Here is a (German) example presentation demonstrating most of the features of the HTML slides, so you can just copy-and-paste from there: https://github.com/mbotsch/eLearning
Here is an example presentation that features interactive geometry processing demos: https://pmp-library.github.io/pmp-slides/slides.html
When viewing/presenting the slides in a web browser, press '?' to get an overview of the key bindings. Here are the most important ones:
- Navigate using the Left/Right cursor keys or Home/End keys.
- 'f' to enter fullscreen mode, 'ESC' to leave it
- 'o' to enter overview mode, 'ESC' to leave it
- 'm' to open menu (or click slide number). Through the menu you can jump to specific slides, trigger the search dialog, trigger print-to-PDF, and download the whiteboard drawings.

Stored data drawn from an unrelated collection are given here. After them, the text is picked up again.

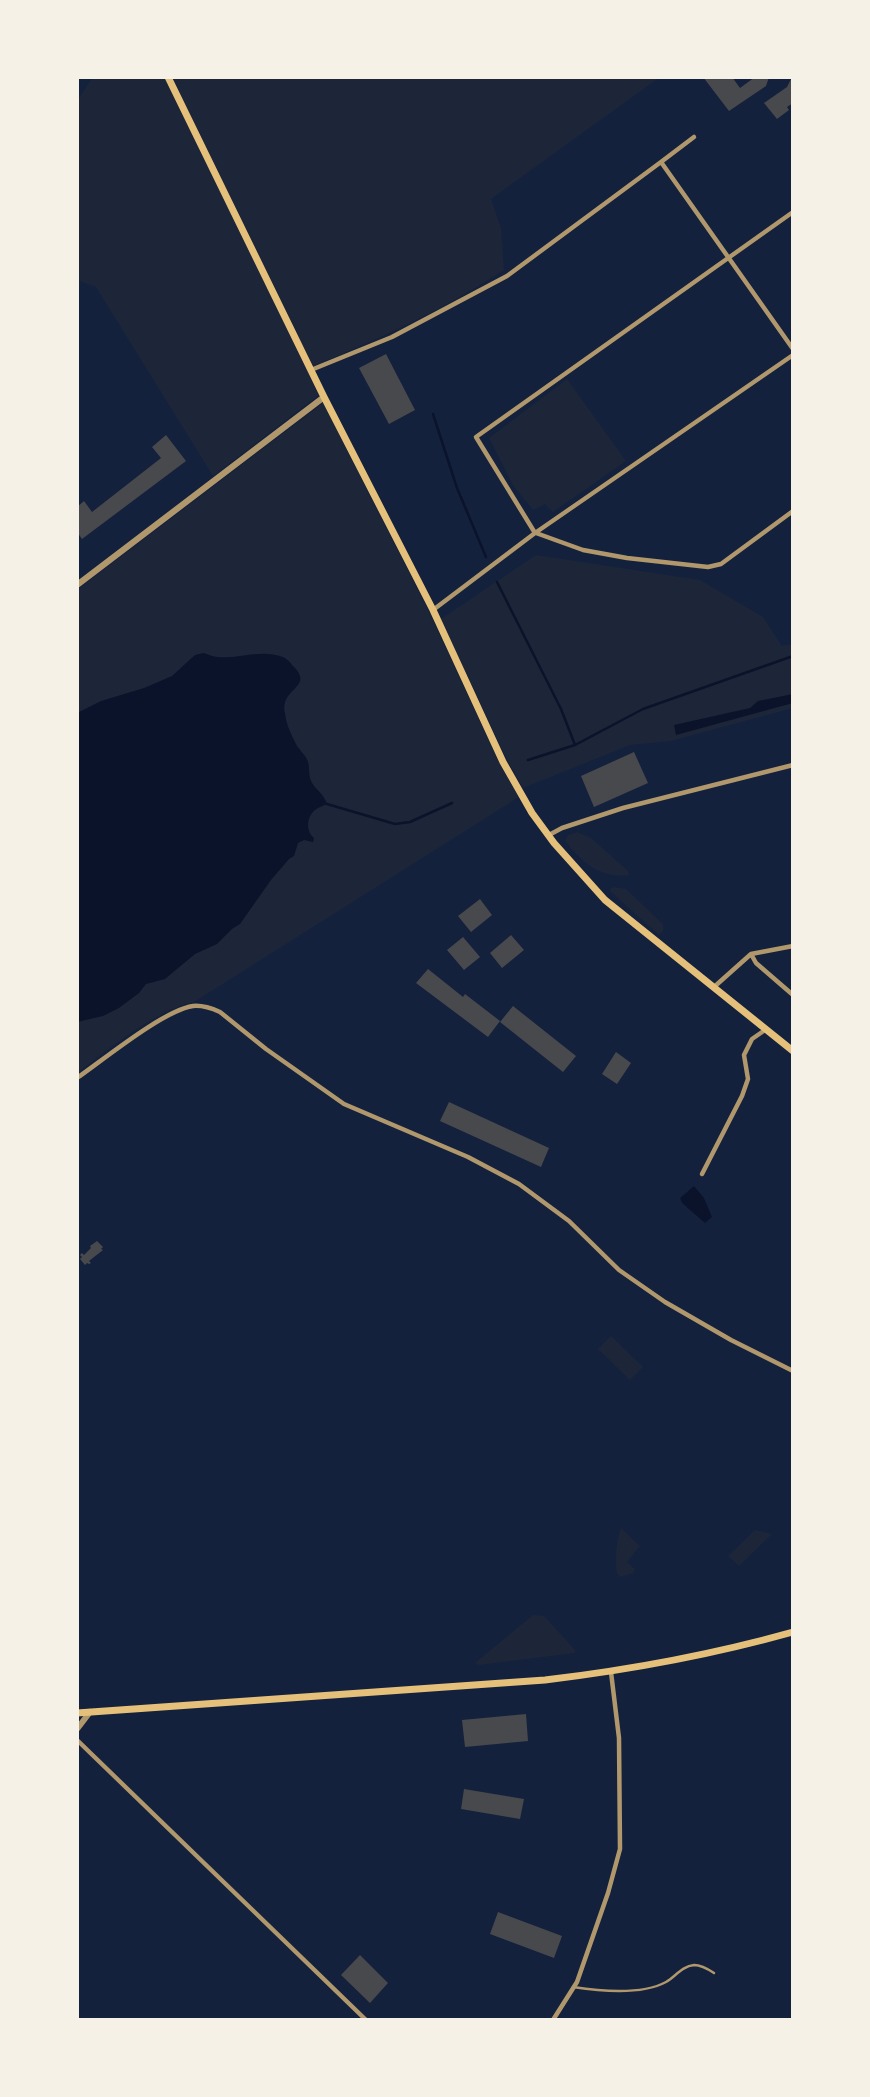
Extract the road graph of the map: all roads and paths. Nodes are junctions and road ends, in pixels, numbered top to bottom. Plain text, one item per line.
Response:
1 (168, 77) edge
2 (694, 137) dead end
3 (662, 162) junction
4 (793, 212) edge
5 (728, 258) junction
6 (793, 349) edge
7 (793, 355) edge
8 (311, 370) junction
9 (324, 397) junction
10 (793, 511) edge
11 (535, 533) junction
12 (77, 585) edge
13 (433, 610) junction
14 (793, 765) edge
15 (549, 835) junction
16 (793, 946) edge
17 (751, 954) junction
18 (714, 988) junction
19 (793, 995) edge
20 (765, 1030) junction
21 (793, 1051) edge
22 (77, 1078) edge
23 (702, 1174) dead end
24 (793, 1371) edge
25 (793, 1632) edge
26 (611, 1672) junction
27 (90, 1712) junction
28 (77, 1713) edge
29 (77, 1729) edge
30 (77, 1740) edge
31 (714, 1973) dead end
32 (573, 1987) junction
33 (366, 2020) edge
34 (553, 2020) edge

1 - 8 main road
2 - 3 street
3 - 5 street
3 - 8 street
4 - 5 street
5 - 6 street
5 - 11 street
7 - 11 street
8 - 9 main road
9 - 12 street
9 - 13 main road
10 - 11 street
11 - 13 street
13 - 15 main road
14 - 15 street
15 - 18 main road
16 - 17 street
17 - 18 street
17 - 19 street
18 - 20 main road
20 - 21 main road
20 - 23 street
22 - 24 street
25 - 26 main road
26 - 27 main road
26 - 32 street
27 - 28 main road
27 - 29 street
30 - 33 street
31 - 32 lane
32 - 34 street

- 'ctrl-shift-f' to open search dialog
- 's' to open speaker notes view
The virtual whiteboard also has a few key-bindings (see below).
Double-clicking an elements zooms in onto it. Double-clicking a second time zooms out again.
Thanks to the whiteboard plugin, you can annotate your slides and use an empty whiteboard behind each slide for longer derivations or more complex drawings. These two modes are called slide annotations and whiteboard drawings in the following.
Here's how to use the plugin:
- 'w' and board icon on bottom left show/hide the whiteboard behind each slide. When there are drawings on the board, this icon will be marked red to inform users about it.
- 'd' and pen icon on bottom left enable/disable drawing on the slide or the board.
- 'e' and eraser icon on bottom left toggle eraser mode.
- Hold pen icon for one second to show color dialog.
- Use left mouse or pen input for drawing.
- Use right mouse or pen-with-button-pressed for erasing.
- Use touch events for controlling the virtual laser pointer.
- 'z' un-does last stroke.
- 'Enter' extends the board by one page height.
- 'DEL' deletes all drawings for the current slide.
- The notes icon in the bottom right menu downloads the annotations and drawings to a JSON file. Copy this file into the folder of your HTML presentation to have the scribbles auto-loaded when starting the presentation.
Chromium or Chrome turned out to be the best choice when using the virtual whiteboard, since it supports low-latency coalesced pointer events and smooth drawing curves (at least on Linux).